I came home and felt good all day. I was proud of the monster brick, which was not too far off of the 56 mile bike/13.1 mile run I'll be doing in a few weeks. The next morning, I woke up early to do an open water swim with my friend Steve, who is also doing SuperFrog.  I was sore, but not terribly sore.  We did a 1.2 mile swim, doing two loops (which meant two times each of entering the waves, which were bigger than I've ever swam in, and two times exiting the waves....this mimics SuperFrog, which is also a double-looped ocean swim).  The swim was good. I wore a sleeveless wetsuit that a friend lent me, which was much easier on my shoulders. I was tired for the first part---swimming out into the waves and the current is very draining--but toward the end I found my energy. And I learned two valuable things on the swim:  I need to wear my tinted goggles, as the sun was directly in my eyes heading back to shore and I was blinded, and also to wear my goggles under my swim cap, as I got knocked over by a huge wave after the first loop and my goggles got knocked off! Luckily I found them, but that could be bad news in the triathlon if that were to happen again.  The rest of the day I felt great, not an ounce of soreness.

I woke up this morning, and wasn't sore at all. Tired, yes, but no more tired than usual. I could hardly believe that two days ago I biked 50 miles and ran 8, and yesterday swam 1.2 miles in the ocean.  I started worrying this morning that maybe I didn't do peak week right, that maybe I should have gone longer, but when I mentioned this on dailymile, my friends assured me I'm not sore because my body is ready. I guess I'm ready! I won't be fast, it won't be pretty, but I'm ready.

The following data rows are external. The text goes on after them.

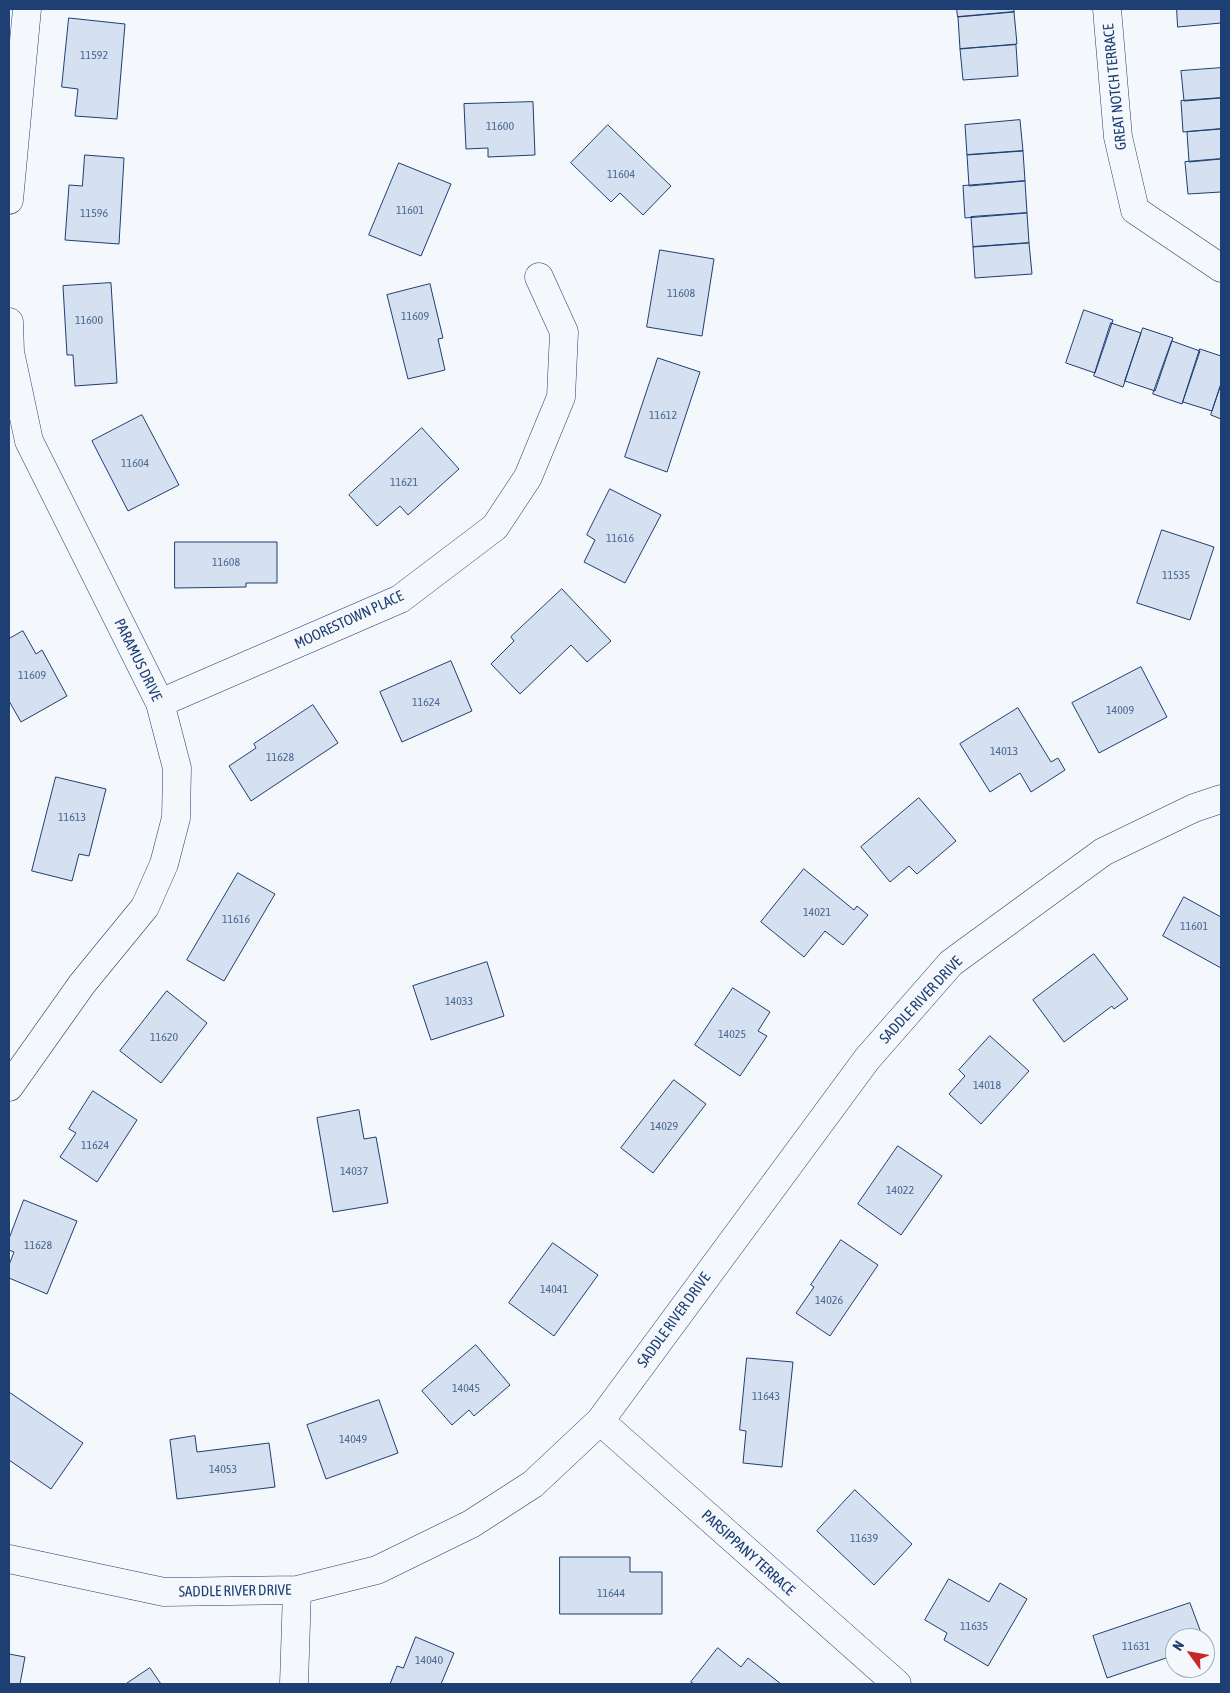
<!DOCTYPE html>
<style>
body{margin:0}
#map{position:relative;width:1230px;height:1693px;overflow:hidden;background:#f4f7fb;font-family:"Asap Condensed",sans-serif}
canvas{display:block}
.frame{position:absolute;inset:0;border:10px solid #1d3f73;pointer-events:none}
.north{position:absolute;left:1165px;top:1628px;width:50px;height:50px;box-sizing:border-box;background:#f4f7fb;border:1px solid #9eadc5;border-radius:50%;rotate:302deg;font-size:14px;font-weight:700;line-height:20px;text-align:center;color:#1d3f73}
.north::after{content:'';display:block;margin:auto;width:18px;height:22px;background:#c62828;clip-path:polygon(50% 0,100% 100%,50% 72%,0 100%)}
</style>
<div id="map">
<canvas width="1230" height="1693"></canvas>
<div class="frame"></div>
<div class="north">N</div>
</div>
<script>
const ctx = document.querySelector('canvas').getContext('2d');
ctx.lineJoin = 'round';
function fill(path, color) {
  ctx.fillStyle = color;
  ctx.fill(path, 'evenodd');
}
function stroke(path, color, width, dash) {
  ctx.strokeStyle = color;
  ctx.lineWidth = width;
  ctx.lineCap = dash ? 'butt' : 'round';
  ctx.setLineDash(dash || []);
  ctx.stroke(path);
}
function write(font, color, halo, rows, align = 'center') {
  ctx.font = font + ' "Asap Condensed",sans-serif';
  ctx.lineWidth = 4;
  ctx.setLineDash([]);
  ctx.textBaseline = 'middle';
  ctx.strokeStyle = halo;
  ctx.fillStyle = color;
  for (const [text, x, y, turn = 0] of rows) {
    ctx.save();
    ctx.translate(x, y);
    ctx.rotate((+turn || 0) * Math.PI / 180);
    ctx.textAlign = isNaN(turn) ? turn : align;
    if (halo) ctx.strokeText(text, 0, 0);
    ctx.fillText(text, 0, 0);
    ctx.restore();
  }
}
const building = new Path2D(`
 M 957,9 L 1014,9 L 1014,12 L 958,17 Z
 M 1177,9 L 1221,9 L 1221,23 L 1178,27 Z
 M 1014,12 L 1017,44 L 960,49 L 958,17 Z
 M 69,18 L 125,24 L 117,119 L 75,116 L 78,89 L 62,87 Z
 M 1016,45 L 1018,76 L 963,80 L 960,49 Z
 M 1221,68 L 1221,98 L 1184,101 L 1181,71 Z
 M 1221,98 L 1221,129 L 1183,132 L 1181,101 Z
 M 533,102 L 535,155 L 488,157 L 488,148 L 466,149 L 464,104 Z
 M 1020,120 L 1023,151 L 967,155 L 965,125 Z
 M 608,125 L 671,186 L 643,215 L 620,193 L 611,202 L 571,163 Z
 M 1221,129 L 1221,159 L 1189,162 L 1187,132 Z
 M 1023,151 L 1025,181 L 969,186 L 967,155 Z
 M 85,155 L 124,158 L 119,244 L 65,240 L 69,185 L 82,186 Z
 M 1221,159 L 1221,192 L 1188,194 L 1185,162 Z
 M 399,163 L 451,184 L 421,256 L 369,235 Z
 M 1025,181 L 1027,213 L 965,218 L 963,186 Z
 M 1027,213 L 1029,243 L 973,247 L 971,217 Z
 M 1029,243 L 1032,274 L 975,278 L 973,247 Z
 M 660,250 L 714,259 L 702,336 L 647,327 Z
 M 111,283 L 117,383 L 75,386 L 73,355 L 67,355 L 63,286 Z
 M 430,284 L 443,338 L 438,339 L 445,370 L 408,379 L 387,295 Z
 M 1084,310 L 1113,320 L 1095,373 L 1066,363 Z
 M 1111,323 L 1141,333 L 1123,387 L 1094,376 Z
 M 1143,328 L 1173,338 L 1155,391 L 1125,381 Z
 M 1172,341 L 1200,351 L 1182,404 L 1153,394 Z
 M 1200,349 L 1221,356 L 1221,384 L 1212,411 L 1183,402 Z
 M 658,358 L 700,372 L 667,472 L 625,457 Z
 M 1221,384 L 1221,419 L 1211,415 Z
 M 142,415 L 179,485 L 128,511 L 92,441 Z
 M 422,428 L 459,469 L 408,515 L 400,506 L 377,526 L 349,495 Z
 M 610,489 L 661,515 L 625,583 L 584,562 L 595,540 L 587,535 Z
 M 1162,530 L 1214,547 L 1190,620 L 1137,603 Z
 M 175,542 L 277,542 L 277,583 L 246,583 L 246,587 L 175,588 Z
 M 562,589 L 611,641 L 587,662 L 571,645 L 520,694 L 491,664 L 514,641 L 511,637 Z
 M 23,631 L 36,654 L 42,650 L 67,696 L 21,722 L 9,701 L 9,639 Z
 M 451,661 L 472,711 L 402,742 L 380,692 Z
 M 1141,667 L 1167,717 L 1099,753 L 1072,703 Z
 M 313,705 L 338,743 L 251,801 L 229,766 L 256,748 L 254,744 Z
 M 1018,708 L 1051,762 L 1058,758 L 1065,770 L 1031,792 L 1020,773 L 990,792 L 960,744 Z
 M 56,777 L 106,789 L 89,856 L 79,854 L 72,881 L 32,871 Z
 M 919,798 L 956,841 L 917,874 L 909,866 L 890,882 L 861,847 Z
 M 804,869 L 854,910 L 857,906 L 868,915 L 843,945 L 825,931 L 804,957 L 761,922 Z
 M 238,873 L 275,894 L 224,981 L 187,960 Z
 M 1184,897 L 1221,917 L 1221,968 L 1163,936 Z
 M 1094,954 L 1128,999 L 1114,1009 L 1112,1006 L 1064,1042 L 1033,1000 Z
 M 487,962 L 504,1016 L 431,1040 L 413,986 Z
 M 733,988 L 770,1012 L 758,1031 L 767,1036 L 740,1076 L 695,1045 Z
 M 167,991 L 207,1023 L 161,1083 L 120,1051 Z
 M 990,1036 L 1029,1071 L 981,1124 L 949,1094 L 965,1076 L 959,1070 Z
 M 674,1080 L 706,1104 L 653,1173 L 621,1148 Z
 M 93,1091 L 137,1120 L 97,1182 L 60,1157 L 76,1133 L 69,1129 Z
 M 359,1110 L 364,1139 L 376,1137 L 388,1203 L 333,1212 L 317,1118 Z
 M 898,1146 L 942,1176 L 901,1235 L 858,1204 Z
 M 24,1200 L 77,1221 L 47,1294 L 9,1278 L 9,1265 L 14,1252 L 9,1250 L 9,1239 Z
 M 841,1240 L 878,1265 L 830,1336 L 796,1313 L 814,1287 L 811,1285 Z
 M 553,1243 L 598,1275 L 554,1336 L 509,1303 Z
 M 476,1345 L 510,1385 L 474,1416 L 469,1410 L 452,1425 L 422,1391 Z
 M 747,1358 L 793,1362 L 782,1467 L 743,1463 L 746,1431 L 740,1430 Z
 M 9,1392 L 83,1443 L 51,1489 L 9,1460 Z
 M 379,1400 L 398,1453 L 326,1479 L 307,1425 Z
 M 195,1436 L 197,1452 L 269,1443 L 275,1487 L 177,1499 L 170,1440 Z
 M 855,1490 L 912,1544 L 874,1585 L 817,1531 Z
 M 560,1557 L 630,1557 L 630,1572 L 662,1572 L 662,1614 L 560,1614 Z
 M 949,1579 L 989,1602 L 1000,1583 L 1027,1599 L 988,1666 L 944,1640 L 947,1633 L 925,1620 Z
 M 1190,1603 L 1203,1638 L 1175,1638 L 1175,1655 L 1107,1678 L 1093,1636 Z
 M 416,1637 L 454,1653 L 441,1684 L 390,1684 L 397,1666 L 403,1668 Z
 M 718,1648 L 741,1667 L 748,1658 L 781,1684 L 694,1684 L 691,1682 Z
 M 9,1654 L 25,1657 L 20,1684 L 9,1684 Z
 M 150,1668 L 161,1684 L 126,1684 Z`);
const minor = new Path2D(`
 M 1107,9 L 1118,137 L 1135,210 L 1221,268
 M 9,200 L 27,9
 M 9,322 L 10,352 L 29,441 L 160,703 L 177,768 L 176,818 L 164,864 L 145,907 L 82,984 L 9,1087
 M 160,703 L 400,599 L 495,527 L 528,477 L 561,397 L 564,332 L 539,277
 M 600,1421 L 897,1684
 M 9,1559 L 164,1592 L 297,1590 L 377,1570 L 471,1524 L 533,1484 L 600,1421 L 867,1059 L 951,963 L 1103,852 L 1194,808 L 1221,799
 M 294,1684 L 297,1590`);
const numberNames = [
 ["11592",94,55],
 ["11600",500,126],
 ["11604",621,174],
 ["11601",410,210],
 ["11596",94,213],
 ["11608",681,293],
 ["11609",415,316],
 ["11600",89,320],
 ["11612",663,415],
 ["11604",135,463],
 ["11621",404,482],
 ["11616",620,538],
 ["11608",226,562],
 ["11535",1176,575],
 ["11609",32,675],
 ["11624",426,702],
 ["14009",1120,710],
 ["14013",1004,751],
 ["11628",280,757],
 ["11613",72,817],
 ["14021",817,912],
 ["11616",236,919],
 ["11601",1194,926],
 ["14033",459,1001],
 ["14025",732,1034],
 ["11620",164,1037],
 ["14018",987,1085],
 ["14029",664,1126],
 ["11624",95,1145],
 ["14037",354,1171],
 ["14022",900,1190],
 ["11628",38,1245],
 ["14041",554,1289],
 ["14026",829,1300],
 ["14045",466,1388],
 ["11643",766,1396],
 ["14049",353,1439],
 ["14053",223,1469],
 ["11639",864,1538],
 ["11644",611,1593],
 ["11635",974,1626],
 ["11631",1136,1646],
 ["14040",429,1660]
];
const streetNames = [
 ["GREAT NOTCH TERRACE",1115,87,-96],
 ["MOORESTOWN PLACE",349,620,-25],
 ["PARAMUS DRIVE",138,660,64],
 ["SADDLE RIVER DRIVE",921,1000,-47],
 ["SADDLE RIVER DRIVE",674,1320,-54],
 ["PARSIPPANY TERRACE",748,1553,42],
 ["SADDLE RIVER DRIVE",235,1591,-1]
];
fill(building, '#d5e0f0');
stroke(building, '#1d3f73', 1);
stroke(minor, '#1d3f73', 29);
stroke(minor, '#f4f7fb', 28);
write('12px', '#4b6792', null, numberNames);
write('15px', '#1d3f73', '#f4f7fb', streetNames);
</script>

Speaking of not being fast, today I read a great post by one of my favorite bloggers, Dimity, at Another Mother Runner.  In recapping a recent race she did, she wrote: "At some point as I battled on the bike, I realized I had to stop caring about not going the full distance. A coach once told me that nobody cares about your times but you, which stuck with me. (Then he added, they do care if you’re fun to hang out with before and after a race, if you support and encourage them. I totally agree.)"  Just what I needed to read. It doesn't matter if I come in under 8 hours or way over 8 hours---I will have finished the race and no one cares about the time except for me....and at this point,  I don't care about time. It's my first time doing this distance, so whatever my time is will be an automatic PR for me (personal record).

Gosh, this post is long and rambling again. I guess what I'm trying to say---in a very long-winded way--is that this weekend gave me the confidence boost I desperately needed. My body is ready. The hay is in the barn. I need to train for a few more weeks, then BAM---it's my time to shine.

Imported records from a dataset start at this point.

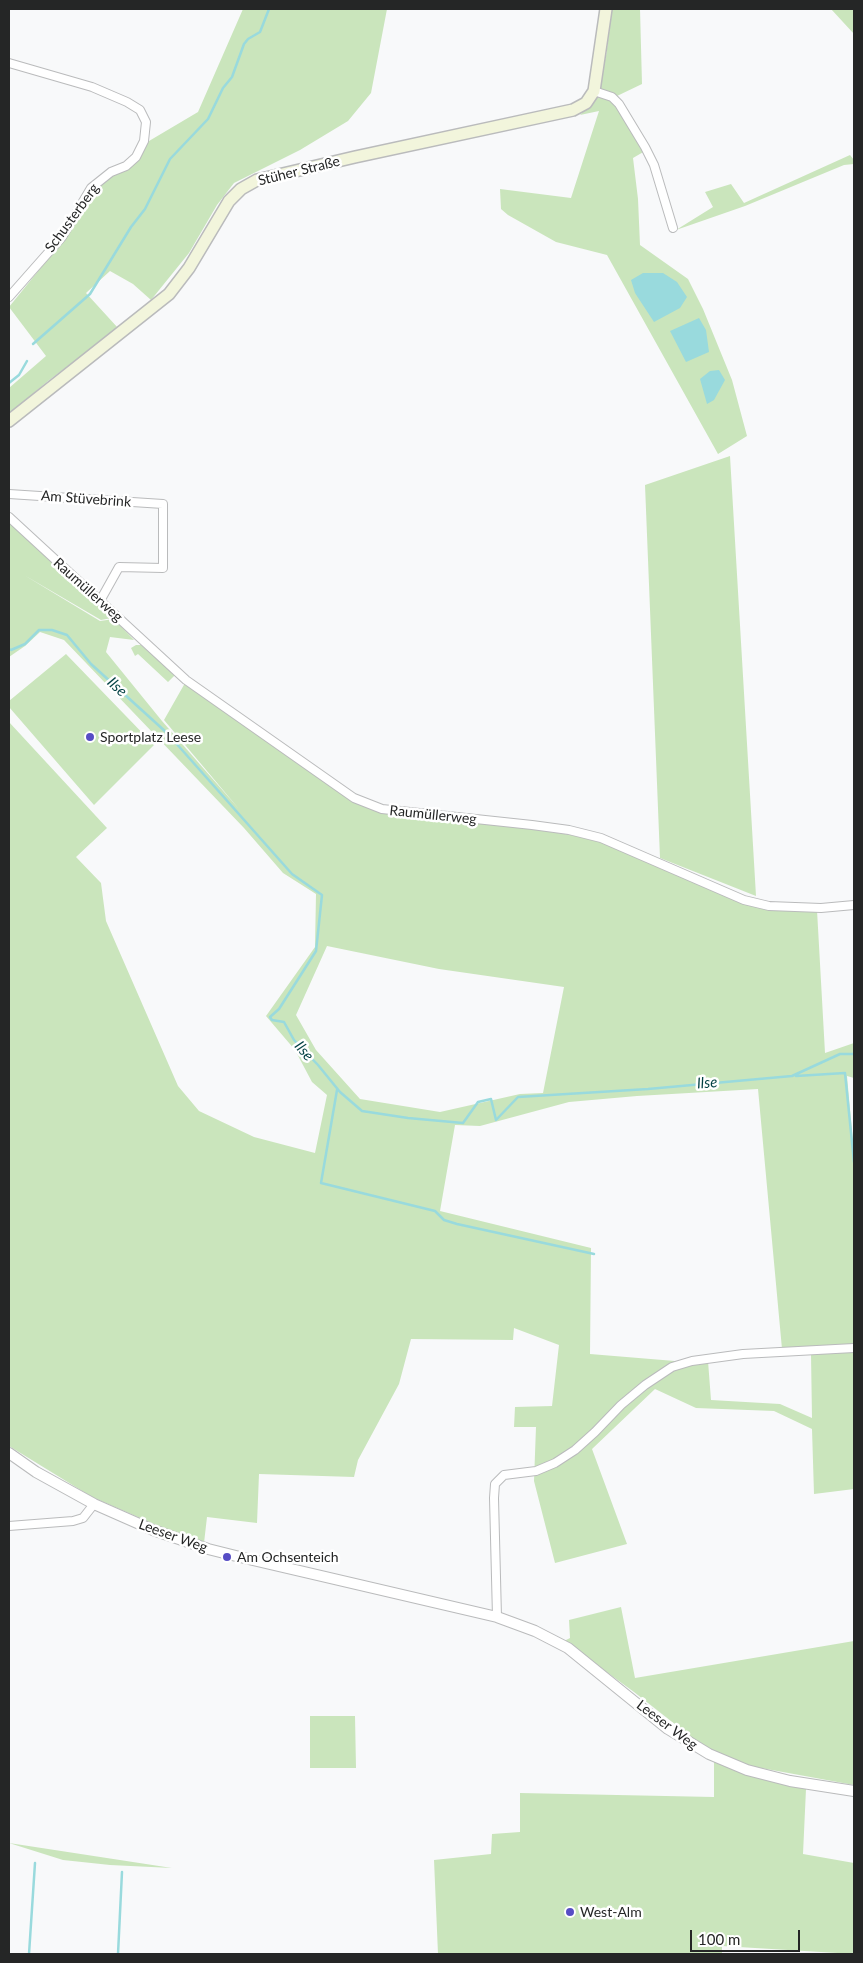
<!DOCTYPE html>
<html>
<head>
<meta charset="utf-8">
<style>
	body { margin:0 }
	#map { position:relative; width:863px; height:1963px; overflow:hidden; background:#f8f9fa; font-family:Lato,sans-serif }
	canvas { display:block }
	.frame { position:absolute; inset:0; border:10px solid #252626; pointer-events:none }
	.scale { position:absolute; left:690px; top:1930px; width:110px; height:22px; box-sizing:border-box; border:2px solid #252626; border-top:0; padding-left:6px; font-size:15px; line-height:18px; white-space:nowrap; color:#252626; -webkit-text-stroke:4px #fff; paint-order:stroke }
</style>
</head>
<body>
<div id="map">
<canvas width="863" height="1963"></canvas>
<div class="frame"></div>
<div class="scale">100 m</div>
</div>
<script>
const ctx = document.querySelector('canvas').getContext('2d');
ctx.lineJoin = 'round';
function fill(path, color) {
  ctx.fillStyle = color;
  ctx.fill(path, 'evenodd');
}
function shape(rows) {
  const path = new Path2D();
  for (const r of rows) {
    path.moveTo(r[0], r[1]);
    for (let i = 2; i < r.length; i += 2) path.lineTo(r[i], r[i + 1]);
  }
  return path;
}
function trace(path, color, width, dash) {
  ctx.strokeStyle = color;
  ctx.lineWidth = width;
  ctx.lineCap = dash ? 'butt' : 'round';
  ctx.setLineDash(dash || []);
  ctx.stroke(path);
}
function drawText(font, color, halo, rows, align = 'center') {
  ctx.font = font + ' Lato,sans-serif';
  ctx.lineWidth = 5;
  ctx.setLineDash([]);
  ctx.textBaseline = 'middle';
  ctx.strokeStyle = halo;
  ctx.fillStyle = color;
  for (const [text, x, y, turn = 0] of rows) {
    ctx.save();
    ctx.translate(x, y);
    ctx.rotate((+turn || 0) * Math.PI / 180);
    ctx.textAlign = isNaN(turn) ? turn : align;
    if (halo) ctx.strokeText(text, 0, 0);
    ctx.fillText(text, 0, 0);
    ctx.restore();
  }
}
fill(shape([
	[243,9,387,9,371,93,348,121,300,150,234,183,217,205,189,253,151,300,133,284,110,271,86,293,118,328,48,381,9,414,9,388,46,356,9,307,65,238,101,183,139,159,149,141,198,112],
	[612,9,640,9,642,84,617,96,619,106,645,151,633,158,638,199,640,245,688,279,703,309,732,380,747,436,718,454,607,255,556,242,508,215,501,209,500,189,571,198,599,111,580,115,595,99,606,56],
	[831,9,854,9,854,34],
	[850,155,854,160,854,164,844,165,745,206,676,230,713,207,705,192,731,184,744,203],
	[730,456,756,896,660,858,645,485],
	[9,522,100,605,112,618,101,620,24,575,100,621,114,619,134,640,110,637,106,652,162,721,239,809,164,720,185,683,382,812,531,829,591,838,769,909,792,911,817,910,825,1053,854,1043,854,1078,847,1076,854,1154,854,1345,782,1349,758,1089,637,1096,569,1102,480,1126,455,1125,440,1211,591,1248,590,1354,687,1362,687,1365,708,1361,711,1400,780,1404,812,1418,811,1354,854,1349,854,1489,814,1494,812,1429,774,1411,696,1408,655,1389,592,1449,627,1544,555,1563,534,1481,536,1427,514,1427,515,1407,552,1406,559,1345,514,1328,513,1340,411,1339,399,1384,358,1460,354,1477,259,1474,257,1523,207,1517,204,1543,177,1534,92,1497,9,1446,9,722,107,828,76,857,101,883,106,921,178,1086,199,1111,254,1137,315,1153,327,1095,312,1082,295,1050,266,1016,315,947,316,894,283,873,244,828,64,640,40,632,25,646,9,657],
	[327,946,439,969,564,987,543,1093,520,1094,440,1112,360,1099,316,1050,296,1015],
	[136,645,141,645,175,675,168,682,138,654,135,656,131,648],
	[66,654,154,745,94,805,9,707,9,701],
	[621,1607,635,1678,854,1641,854,1785,750,1766,704,1747,634,1692,564,1641,570,1638,569,1620],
	[310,1716,355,1716,356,1768,310,1768],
	[714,1761,745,1774,806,1789,803,1854,854,1863,854,1954,722,1946,722,1954,438,1954,434,1860,491,1854,492,1834,520,1832,520,1793,714,1797],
	[9,1843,172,1868,110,1865,63,1860]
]), '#cae5bc');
fill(shape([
	[643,273,663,273,677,282,687,297,680,308,654,322,635,293,631,280],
	[699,318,706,330,709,352,686,362,670,331],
	[719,370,725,380,714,400,707,404,700,379,710,371]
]), '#99dadd');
trace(shape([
	[33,344,90,294,131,227,145,209,170,159,208,119,223,88,232,77,244,44,248,39,260,32,269,9],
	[9,383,19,375,27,361],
	[9,649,11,650,25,644,39,630,52,630,67,635,91,664,167,733,292,874,322,895,316,951,279,1009,270,1017,272,1020,284,1022,294,1040,318,1065,340,1092,362,1111,408,1118,463,1123,478,1102,491,1099,496,1120,518,1097,648,1089,792,1076,840,1054,854,1054],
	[796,1076,845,1073,854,1162],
	[337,1090,321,1183,435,1211,444,1220,457,1224,594,1254],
	[29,1954,35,1863],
	[118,1954,122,1872]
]), '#99dadd', 2.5);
const minor = shape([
	[9,63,92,87,127,102,140,110,146,122,144,141,136,157,126,166,111,172,91,188,62,237,9,297],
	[594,91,612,97,619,104,645,147,654,165,673,228],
	[9,494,163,504,163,568,119,567,100,601],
	[9,517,186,680,354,798,382,809,532,825,569,830,601,838,744,900,769,906,821,908,854,905],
	[9,1526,73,1521,83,1518,94,1504],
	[497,1617,494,1498,495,1484,504,1475,536,1471,555,1463,575,1450,595,1432,621,1405,645,1385,672,1367,692,1361,743,1354,854,1348]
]);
const tertiary = shape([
	[9,1453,36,1472,94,1504,153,1530,208,1549,240,1557,497,1617,535,1631,568,1648,668,1729,709,1754,747,1770,790,1781,854,1791]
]);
const secondary = shape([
	[9,421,169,294,189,268,229,201,241,189,257,180,355,157,573,110,586,103,594,91,606,9]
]);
trace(minor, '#babbbc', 10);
trace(tertiary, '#babbbc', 12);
trace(secondary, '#babbbc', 14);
trace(minor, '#fff', 8);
trace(tertiary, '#fff', 10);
trace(secondary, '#f2f5dc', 11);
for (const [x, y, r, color] of [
	[90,737,5,"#574dc5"],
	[227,1557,5,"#574dc5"],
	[570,1912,5,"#574dc5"]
]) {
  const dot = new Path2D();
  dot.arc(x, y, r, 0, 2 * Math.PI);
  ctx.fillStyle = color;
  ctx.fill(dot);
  trace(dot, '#fff', 2);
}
drawText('14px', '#252626', '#fff', [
	["Stüher Straße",299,171,-14],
	["Schusterberg",72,218,-54],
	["Am Stüvebrink",86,499,4],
	["Raumüllerweg",88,590,42],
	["Raumüllerweg",433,815,6],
	["Leeser Weg",173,1536,20],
	["Leeser Weg",667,1725,37]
]);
drawText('14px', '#252626', '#fff', [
	["Sportplatz Leese",100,737],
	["Am Ochsenteich",237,1557],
	["West-Alm",580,1912]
], 'left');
drawText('italic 15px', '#003f42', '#fff', [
	["Ilse",117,687,43],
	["Ilse",304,1051,49],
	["Ilse",707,1083,-4]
]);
</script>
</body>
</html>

Oh--and Lance Armstrong is doing the race too. I hope I see him! I'm sure I will; the bike course is 4 loops out-and-back, so I expect to see him on his 4th loops while I'm out on my 1st.


  1. Don't freak out! You can do this!!!!

  2. You're totally ready. This race will be a huge accomplishment, time doesn't matter one bit. I'm so excited for you!!

  3. Yeah! I am so inspired and motivated hearing stories like yours. This will be me next summer as I will be doing Vineman 70.3 and I'm sure I will feel the same way you do right now; anxious but ready to conquer my first Half IM. Dimity is so right; "nobody cares about my race but me" is my mantra! Can't wait to read your race report. Good luck!!

  4. I know you will do great. I'll be cheering for you!

  5. So happy to see you feeling more confident about it! Your training work outs aren't suppose to be fast, so you're right, just get the distance done and enjoy it!